Home. Spoken with such ease! Was this how he felt about this newfound place—at home?
“Later on I’ll have some supper. Some pie too . . . if you like,” she managed.
His smile deepened, and she saw a flash of white teeth.
“I would.”
She fairly flew through her chores, berating herself as she went. What had made her so bold to ask him outright to supper? And what had made him ask her to accompany him clear to Cozy Creek? Could it be he was as curious about her as she was about him?
As she boiled her clothes in lye water then hung them on a fence to dry, she feared someone would need a remedy and her invitation would be forgotten. At noon Tuck howled, but it was only a lone hunter passing through.
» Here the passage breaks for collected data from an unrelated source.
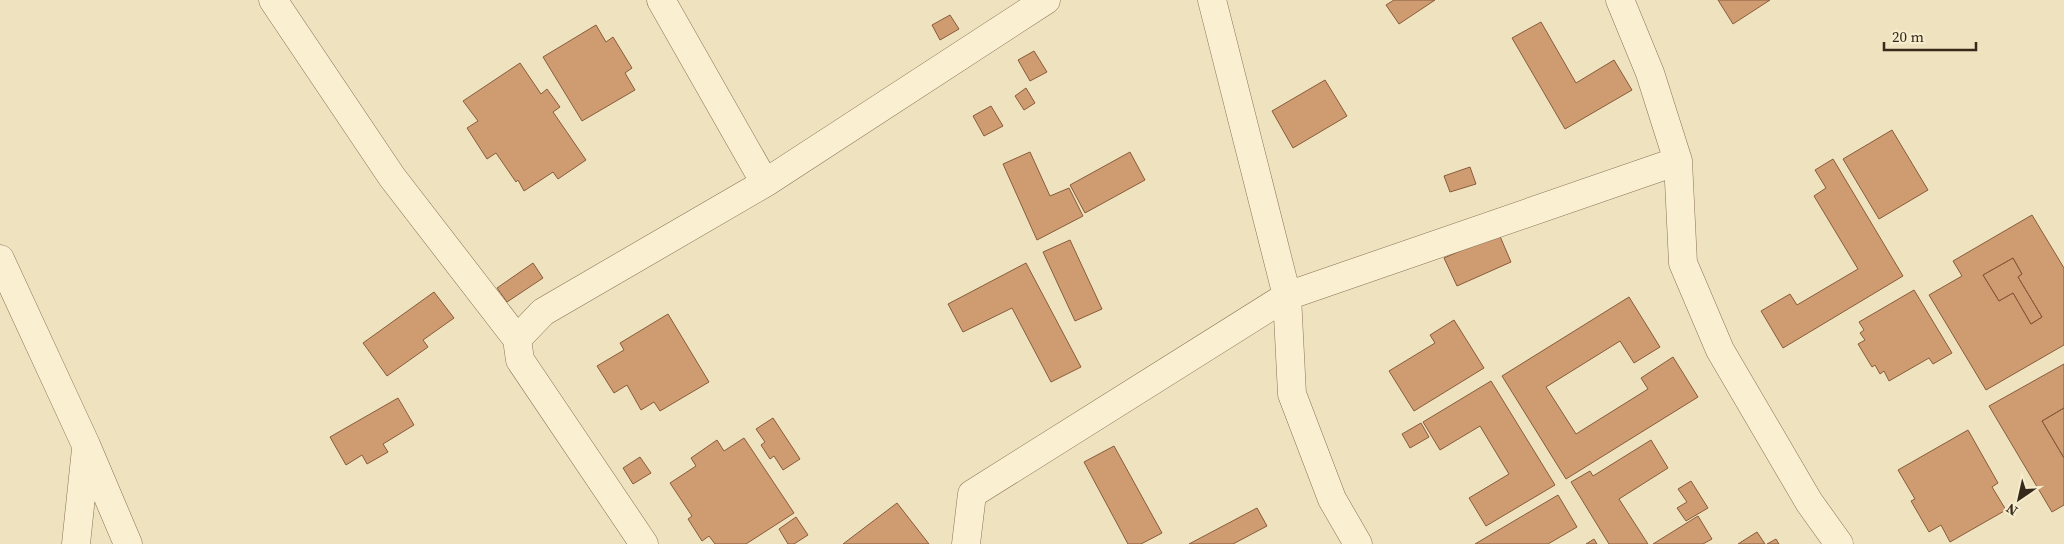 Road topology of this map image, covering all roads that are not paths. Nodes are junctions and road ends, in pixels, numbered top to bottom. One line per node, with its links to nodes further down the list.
1 (273, 0): 10 (street)
2 (661, 0): 7 (street)
3 (1046, 0): 7 (street)
4 (1212, 0): 9 (street)
5 (1620, 0): 6 (street)
6 (1678, 161): 9 (street); 17 (street)
7 (765, 183): 10 (street)
8 (0, 258): 11 (street)
9 (1288, 296): 15 (street); 16 (street)
10 (517, 338): 14 (street)
11 (86, 445): 12 (street); 13 (street)
12 (76, 544)
13 (128, 544)
14 (644, 544)
15 (966, 544)
16 (1358, 544)
17 (1839, 544) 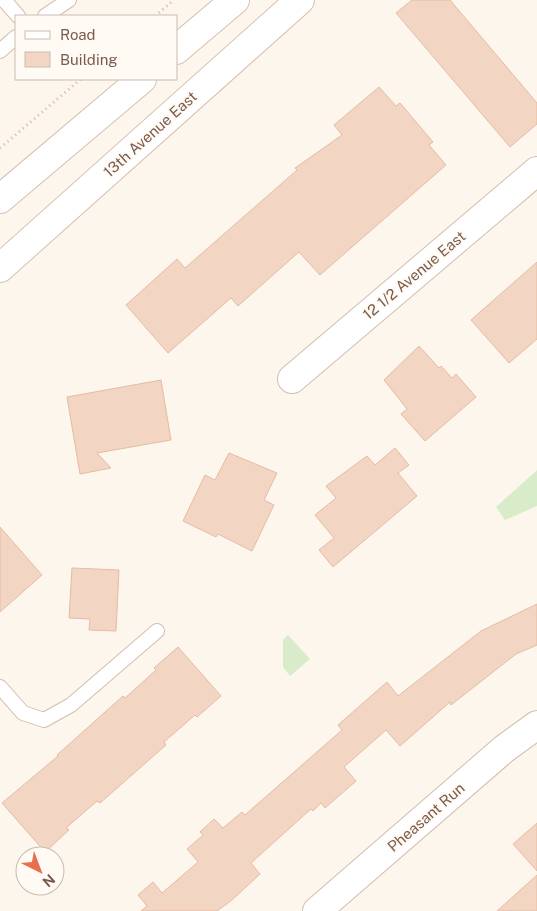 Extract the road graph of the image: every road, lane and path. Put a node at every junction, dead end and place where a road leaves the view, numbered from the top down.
1 (4, 0) edge
2 (69, 0) edge
3 (174, 0) edge
4 (235, 0) edge
5 (300, 0) edge
6 (17, 15) edge
7 (46, 15) edge
8 (156, 15) edge
9 (15, 38) edge
10 (178, 48) edge
11 (0, 51) edge
12 (80, 80) edge
13 (141, 80) edge
14 (0, 148) edge
15 (537, 171) edge
16 (0, 199) edge
17 (0, 268) edge
18 (292, 379) dead end
19 (157, 631) dead end
20 (0, 687) edge
21 (537, 725) edge
22 (317, 911) edge

1 - 6 lane
2 - 7 lane
3 - 8 path
4 - 10 main road
5 - 17 main road, 13th Avenue East
9 - 11 lane
12 - 14 path
13 - 16 main road
15 - 18 main road, 12 1/2 Avenue East
19 - 20 lane
21 - 22 main road, Pheasant Run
She stayed busy inside the hot cabin, making a meal to rival any spread she’d ever prepared. Leftover beans and cornbread seemed too paltry for the likes of the Scot, so with a stab of guilt she threw them off the side of the porch to Tuck. She’d heard Mr. Justus detested settlement food as well as the heat. Mouth wry, she was tempted to serve him bear bacon and greasy beans, but would fix her finest, if only to repay him for tending to Neddy.
With feverish activity, she shucked some corn and picked the last of the green beans. Her turnips were small but sweet, and the tops would be delicious seasoned with side meat. But suppose Ian Justus were invited to take his meal with the Blisses? Suppose he forgot to stop by after all? The prospect was so unsettling she dropped the pan of cornbread as she removed it from the hearth.